There’s a 12-year old on this year-end, which is making even the name of Teen Pop a misnomer. The song in particular? I Wish That We Were Married by Ronnie and the Hi-Lites, the fact that a 12-year old sings this song makes it an easy shoe-in for the worst song this year. Like, my guy, don’t think about marriage for another 6 years!

The other Teen Pop songs are what you’d expect. We have something from Brenda Lee but it sure as hell ain’t Rockin’ Around the Christmas Tree. Anyways, Teen Pop is a mixture of R&B and Pop written for teens and performed by teens (primarily). There’s some diamonds in the rough, but the entire genre is just rough to me. It’s like your entire thing is that a teen sings it, good job, now get me to care.

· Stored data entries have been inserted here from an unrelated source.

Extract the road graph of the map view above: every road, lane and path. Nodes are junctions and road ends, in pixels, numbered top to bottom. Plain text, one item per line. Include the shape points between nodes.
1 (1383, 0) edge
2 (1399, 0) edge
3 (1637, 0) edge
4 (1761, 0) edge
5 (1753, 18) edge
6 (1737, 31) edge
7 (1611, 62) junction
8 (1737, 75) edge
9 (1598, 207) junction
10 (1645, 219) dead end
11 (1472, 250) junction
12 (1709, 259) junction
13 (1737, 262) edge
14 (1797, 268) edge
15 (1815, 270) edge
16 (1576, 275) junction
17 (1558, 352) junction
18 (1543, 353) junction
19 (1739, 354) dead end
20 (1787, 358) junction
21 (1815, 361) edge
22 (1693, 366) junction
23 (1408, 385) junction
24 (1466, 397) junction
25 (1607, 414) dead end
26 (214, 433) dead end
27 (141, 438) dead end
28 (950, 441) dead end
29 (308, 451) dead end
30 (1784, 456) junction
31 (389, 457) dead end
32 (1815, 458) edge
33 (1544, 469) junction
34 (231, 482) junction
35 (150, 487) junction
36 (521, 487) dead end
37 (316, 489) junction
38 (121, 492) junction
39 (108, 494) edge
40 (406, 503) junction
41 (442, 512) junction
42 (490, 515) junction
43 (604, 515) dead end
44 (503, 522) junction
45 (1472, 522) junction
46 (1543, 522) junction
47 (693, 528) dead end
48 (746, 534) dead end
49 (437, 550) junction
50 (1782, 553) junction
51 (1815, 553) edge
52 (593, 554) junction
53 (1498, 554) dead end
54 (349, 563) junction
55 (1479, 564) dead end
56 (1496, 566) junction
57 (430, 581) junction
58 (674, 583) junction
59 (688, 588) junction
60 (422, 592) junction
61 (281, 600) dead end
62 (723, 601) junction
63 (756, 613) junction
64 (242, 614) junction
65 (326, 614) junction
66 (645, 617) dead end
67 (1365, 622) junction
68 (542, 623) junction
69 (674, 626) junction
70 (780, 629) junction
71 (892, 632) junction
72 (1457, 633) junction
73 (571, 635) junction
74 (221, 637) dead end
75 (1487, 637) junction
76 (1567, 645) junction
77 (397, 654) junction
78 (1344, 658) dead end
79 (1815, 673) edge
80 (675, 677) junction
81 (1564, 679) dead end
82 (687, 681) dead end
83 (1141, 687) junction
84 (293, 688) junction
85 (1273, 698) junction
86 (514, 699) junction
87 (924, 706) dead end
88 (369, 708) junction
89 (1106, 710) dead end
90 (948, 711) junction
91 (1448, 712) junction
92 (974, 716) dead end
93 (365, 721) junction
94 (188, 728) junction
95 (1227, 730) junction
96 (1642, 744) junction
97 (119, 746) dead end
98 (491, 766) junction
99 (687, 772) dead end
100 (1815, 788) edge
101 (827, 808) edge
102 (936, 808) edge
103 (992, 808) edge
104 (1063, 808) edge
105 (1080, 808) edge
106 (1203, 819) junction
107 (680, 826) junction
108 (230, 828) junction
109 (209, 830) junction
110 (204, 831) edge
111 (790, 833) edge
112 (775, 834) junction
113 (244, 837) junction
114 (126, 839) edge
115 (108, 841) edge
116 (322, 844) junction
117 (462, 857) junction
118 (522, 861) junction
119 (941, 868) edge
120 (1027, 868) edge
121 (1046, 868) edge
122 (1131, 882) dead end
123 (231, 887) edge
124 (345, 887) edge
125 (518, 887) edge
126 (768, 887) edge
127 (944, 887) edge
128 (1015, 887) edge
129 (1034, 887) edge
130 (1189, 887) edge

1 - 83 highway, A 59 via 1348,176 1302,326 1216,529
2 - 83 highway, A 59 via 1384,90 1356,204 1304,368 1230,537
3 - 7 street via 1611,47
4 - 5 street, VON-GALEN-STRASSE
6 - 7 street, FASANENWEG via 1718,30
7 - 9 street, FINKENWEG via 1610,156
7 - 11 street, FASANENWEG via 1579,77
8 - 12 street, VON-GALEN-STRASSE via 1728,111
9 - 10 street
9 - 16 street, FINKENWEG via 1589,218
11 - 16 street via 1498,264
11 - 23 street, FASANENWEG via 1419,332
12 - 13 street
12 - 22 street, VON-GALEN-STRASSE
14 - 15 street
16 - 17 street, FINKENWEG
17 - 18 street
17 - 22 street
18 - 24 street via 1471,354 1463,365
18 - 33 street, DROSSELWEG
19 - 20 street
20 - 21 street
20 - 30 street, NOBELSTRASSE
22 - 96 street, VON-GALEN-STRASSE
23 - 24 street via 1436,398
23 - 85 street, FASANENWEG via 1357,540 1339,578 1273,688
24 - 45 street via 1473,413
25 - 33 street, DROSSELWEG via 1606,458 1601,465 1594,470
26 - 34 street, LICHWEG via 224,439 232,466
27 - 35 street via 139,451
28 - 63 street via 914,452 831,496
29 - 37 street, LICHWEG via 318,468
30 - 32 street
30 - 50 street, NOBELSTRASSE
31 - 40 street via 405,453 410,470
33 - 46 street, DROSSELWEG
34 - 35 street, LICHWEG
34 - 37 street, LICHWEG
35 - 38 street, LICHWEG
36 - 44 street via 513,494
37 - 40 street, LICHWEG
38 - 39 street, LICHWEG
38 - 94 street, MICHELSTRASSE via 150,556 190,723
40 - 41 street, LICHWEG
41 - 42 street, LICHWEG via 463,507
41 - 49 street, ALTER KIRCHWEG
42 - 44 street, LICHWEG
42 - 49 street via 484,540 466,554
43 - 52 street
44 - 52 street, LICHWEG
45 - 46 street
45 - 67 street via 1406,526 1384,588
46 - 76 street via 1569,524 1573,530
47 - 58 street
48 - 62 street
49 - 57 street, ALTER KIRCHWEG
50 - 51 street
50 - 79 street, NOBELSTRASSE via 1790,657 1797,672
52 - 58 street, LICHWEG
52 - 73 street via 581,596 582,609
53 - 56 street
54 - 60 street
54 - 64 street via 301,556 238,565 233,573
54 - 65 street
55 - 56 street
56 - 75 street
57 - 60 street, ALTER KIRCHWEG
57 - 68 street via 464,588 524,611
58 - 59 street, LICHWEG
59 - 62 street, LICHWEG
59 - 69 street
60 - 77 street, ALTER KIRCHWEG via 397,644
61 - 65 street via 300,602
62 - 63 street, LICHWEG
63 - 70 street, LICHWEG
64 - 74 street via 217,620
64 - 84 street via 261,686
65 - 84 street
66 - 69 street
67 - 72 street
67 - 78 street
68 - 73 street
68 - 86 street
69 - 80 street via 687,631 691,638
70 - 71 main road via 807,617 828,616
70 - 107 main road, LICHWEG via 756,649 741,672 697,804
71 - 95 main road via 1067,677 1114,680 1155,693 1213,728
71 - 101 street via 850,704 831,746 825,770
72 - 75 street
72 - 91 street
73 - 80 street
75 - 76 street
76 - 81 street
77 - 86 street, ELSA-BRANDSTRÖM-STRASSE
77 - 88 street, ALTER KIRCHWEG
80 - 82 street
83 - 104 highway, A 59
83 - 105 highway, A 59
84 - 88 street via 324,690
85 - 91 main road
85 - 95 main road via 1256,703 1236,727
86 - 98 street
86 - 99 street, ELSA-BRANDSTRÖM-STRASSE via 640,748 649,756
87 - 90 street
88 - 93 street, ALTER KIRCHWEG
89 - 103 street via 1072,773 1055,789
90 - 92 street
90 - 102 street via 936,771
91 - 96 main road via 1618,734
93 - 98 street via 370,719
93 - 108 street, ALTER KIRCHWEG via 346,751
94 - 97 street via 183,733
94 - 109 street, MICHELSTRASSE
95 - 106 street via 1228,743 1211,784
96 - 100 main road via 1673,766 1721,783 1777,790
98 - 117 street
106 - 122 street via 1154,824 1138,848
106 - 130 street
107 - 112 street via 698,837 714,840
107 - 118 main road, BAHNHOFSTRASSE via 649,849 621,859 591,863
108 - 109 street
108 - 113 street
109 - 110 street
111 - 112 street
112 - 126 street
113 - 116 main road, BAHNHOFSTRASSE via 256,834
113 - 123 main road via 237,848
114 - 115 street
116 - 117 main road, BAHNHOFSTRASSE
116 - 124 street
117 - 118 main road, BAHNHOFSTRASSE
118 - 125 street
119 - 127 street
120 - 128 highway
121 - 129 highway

Listed as Teen Pop I because Teen Pop becomes something else in the 90’s, though still maintains the same formula.

Why am I reexplaining Teen Pop? Simple, because the genre really has nothing special about it so the only way I can make it interesting is retreading old ground. Like, I want to give a 5 bullet-point list on how everything has changed this year but it really hasn’t, Teen Pop I is still a lazy cash grab and I’m not very interested. Even if it has, the songs are so forgettable that I can’t even explain that properly.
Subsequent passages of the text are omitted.